> _WHAT YOU WILL DO_:
Whenever "Doral" appears in a line, please copy that line from the data.

==========

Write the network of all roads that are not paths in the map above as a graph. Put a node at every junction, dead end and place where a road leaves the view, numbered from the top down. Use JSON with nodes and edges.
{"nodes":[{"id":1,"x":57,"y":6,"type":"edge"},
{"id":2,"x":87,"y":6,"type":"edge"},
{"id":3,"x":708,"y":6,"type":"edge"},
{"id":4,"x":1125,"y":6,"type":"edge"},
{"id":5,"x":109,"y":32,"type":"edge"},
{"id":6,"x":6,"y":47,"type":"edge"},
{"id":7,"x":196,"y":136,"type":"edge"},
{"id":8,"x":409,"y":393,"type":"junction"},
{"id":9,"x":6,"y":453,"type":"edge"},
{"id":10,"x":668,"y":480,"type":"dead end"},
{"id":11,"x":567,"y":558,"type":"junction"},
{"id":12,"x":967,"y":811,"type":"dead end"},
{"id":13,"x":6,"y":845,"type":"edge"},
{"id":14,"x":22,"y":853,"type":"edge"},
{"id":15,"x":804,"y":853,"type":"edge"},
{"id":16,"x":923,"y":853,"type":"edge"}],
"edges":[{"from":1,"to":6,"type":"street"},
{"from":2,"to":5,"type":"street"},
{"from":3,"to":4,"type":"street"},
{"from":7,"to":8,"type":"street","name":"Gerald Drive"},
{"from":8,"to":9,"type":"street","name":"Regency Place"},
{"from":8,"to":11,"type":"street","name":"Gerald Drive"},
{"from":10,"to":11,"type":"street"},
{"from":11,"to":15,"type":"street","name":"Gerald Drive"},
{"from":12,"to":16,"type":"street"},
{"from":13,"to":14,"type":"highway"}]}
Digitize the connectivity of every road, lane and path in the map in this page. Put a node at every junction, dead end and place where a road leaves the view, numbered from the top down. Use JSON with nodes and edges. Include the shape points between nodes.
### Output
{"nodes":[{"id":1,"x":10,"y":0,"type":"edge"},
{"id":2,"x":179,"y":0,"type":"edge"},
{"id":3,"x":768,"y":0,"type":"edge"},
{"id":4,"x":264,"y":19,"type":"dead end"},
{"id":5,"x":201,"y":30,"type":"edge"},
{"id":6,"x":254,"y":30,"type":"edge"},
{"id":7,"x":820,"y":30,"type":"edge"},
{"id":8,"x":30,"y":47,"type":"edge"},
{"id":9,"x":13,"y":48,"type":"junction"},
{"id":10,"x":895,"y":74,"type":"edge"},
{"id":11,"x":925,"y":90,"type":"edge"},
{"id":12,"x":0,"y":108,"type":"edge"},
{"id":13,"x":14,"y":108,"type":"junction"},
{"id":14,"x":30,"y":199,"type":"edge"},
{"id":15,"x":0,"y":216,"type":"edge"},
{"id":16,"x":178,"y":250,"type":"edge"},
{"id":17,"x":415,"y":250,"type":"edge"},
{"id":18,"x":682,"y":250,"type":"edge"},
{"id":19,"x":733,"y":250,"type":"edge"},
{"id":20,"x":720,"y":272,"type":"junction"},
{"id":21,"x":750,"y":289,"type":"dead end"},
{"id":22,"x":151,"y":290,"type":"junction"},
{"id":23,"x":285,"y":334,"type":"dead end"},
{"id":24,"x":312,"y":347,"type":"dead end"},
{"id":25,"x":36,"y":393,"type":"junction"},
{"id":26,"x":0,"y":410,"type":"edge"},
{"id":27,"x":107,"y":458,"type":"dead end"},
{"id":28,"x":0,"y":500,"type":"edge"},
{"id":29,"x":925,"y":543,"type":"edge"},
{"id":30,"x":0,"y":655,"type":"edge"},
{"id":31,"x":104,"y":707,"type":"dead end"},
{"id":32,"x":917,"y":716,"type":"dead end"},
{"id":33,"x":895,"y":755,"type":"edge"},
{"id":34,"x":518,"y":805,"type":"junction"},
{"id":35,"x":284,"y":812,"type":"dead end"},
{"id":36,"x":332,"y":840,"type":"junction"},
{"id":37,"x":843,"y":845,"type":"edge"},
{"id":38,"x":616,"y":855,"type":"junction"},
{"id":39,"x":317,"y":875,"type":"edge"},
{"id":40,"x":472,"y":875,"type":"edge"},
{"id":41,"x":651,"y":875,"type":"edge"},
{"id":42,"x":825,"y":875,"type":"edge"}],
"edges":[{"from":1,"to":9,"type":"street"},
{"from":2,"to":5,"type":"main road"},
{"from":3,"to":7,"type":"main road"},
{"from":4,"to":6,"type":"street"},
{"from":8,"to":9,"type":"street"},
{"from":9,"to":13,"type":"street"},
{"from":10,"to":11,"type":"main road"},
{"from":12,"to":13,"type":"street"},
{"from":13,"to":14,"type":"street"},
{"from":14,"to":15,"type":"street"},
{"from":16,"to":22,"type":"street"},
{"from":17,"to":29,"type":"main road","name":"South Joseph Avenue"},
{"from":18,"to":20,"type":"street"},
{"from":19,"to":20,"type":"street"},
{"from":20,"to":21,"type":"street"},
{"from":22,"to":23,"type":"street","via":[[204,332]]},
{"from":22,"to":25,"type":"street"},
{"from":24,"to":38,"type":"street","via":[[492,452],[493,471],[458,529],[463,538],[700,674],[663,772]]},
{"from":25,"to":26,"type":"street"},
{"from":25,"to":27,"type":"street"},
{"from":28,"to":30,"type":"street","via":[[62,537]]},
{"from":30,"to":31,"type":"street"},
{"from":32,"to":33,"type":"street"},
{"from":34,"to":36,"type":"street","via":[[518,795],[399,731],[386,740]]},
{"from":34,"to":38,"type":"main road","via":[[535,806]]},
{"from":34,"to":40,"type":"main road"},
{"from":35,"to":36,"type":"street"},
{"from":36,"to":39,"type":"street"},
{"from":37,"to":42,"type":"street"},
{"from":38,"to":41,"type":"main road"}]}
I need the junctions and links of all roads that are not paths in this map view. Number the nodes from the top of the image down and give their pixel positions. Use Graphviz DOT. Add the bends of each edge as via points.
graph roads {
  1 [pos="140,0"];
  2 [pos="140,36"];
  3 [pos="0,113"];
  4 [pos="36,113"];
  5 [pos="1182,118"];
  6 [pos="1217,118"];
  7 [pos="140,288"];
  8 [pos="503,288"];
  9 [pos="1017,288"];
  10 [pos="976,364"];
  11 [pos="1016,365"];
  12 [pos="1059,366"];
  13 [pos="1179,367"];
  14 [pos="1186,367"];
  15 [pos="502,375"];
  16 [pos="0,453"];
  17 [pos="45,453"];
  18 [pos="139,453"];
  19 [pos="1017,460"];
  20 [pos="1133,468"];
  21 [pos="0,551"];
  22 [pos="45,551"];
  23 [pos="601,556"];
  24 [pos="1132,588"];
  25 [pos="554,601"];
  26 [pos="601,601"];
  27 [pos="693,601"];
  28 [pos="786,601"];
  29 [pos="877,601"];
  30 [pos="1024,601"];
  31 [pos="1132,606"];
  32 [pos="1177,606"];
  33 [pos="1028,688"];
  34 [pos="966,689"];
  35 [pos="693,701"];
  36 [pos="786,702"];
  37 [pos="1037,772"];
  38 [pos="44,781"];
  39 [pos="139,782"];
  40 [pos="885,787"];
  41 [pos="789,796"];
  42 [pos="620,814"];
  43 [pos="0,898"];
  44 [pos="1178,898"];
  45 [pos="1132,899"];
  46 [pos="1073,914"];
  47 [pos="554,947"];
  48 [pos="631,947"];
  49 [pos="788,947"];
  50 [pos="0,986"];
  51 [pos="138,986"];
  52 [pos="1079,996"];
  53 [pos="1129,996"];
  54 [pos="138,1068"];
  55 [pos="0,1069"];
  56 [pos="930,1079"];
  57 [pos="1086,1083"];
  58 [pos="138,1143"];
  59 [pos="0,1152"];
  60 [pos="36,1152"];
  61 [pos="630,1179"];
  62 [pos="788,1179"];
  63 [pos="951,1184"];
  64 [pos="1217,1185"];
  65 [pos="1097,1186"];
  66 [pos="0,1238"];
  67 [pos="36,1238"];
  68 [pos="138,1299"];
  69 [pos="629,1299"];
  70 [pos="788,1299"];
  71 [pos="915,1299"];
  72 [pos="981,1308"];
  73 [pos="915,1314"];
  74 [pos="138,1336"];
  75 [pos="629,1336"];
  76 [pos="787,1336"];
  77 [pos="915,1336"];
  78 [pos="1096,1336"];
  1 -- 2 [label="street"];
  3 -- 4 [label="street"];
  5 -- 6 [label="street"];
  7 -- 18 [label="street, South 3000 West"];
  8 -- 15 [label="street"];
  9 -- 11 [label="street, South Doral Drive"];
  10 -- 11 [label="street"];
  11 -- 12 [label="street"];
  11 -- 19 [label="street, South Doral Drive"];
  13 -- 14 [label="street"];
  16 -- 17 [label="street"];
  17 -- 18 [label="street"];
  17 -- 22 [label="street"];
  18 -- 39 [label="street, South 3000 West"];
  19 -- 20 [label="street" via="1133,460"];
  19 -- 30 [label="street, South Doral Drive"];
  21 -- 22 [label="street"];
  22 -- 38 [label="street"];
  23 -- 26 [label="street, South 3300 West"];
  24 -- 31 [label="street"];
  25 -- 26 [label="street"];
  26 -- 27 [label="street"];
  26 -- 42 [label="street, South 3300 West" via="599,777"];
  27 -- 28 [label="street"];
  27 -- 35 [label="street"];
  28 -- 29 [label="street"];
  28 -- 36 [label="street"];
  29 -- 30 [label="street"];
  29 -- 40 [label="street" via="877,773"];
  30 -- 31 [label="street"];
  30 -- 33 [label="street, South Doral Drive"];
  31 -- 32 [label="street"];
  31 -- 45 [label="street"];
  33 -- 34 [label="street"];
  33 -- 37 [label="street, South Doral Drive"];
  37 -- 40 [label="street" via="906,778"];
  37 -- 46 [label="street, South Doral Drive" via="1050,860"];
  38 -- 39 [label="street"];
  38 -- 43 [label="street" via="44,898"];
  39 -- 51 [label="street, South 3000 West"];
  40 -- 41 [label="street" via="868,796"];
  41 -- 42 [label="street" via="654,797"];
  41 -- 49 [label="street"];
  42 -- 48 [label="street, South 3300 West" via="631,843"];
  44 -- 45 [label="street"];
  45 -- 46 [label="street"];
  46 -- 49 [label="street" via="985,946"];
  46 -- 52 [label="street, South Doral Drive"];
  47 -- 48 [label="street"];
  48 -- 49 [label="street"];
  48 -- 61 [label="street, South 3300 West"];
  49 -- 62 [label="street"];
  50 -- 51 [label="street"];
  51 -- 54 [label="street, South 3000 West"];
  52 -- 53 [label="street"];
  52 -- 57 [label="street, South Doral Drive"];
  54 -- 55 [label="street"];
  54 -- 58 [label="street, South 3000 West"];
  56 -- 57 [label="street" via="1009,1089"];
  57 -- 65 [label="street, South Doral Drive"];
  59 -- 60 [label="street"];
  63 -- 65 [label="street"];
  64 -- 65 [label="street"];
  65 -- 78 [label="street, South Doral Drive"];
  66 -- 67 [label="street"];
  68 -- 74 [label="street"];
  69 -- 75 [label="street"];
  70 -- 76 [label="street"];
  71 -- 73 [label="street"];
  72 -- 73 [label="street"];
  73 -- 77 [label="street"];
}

==========

> _ANSWER SPACE_:
  9 -- 11 [label="street, South Doral Drive"];
  11 -- 19 [label="street, South Doral Drive"];
  19 -- 30 [label="street, South Doral Drive"];
  30 -- 33 [label="street, South Doral Drive"];
  33 -- 37 [label="street, South Doral Drive"];
  37 -- 46 [label="street, South Doral Drive" via="1050,860"];
  46 -- 52 [label="street, South Doral Drive"];
  52 -- 57 [label="street, South Doral Drive"];
  57 -- 65 [label="street, South Doral Drive"];
  65 -- 78 [label="street, South Doral Drive"];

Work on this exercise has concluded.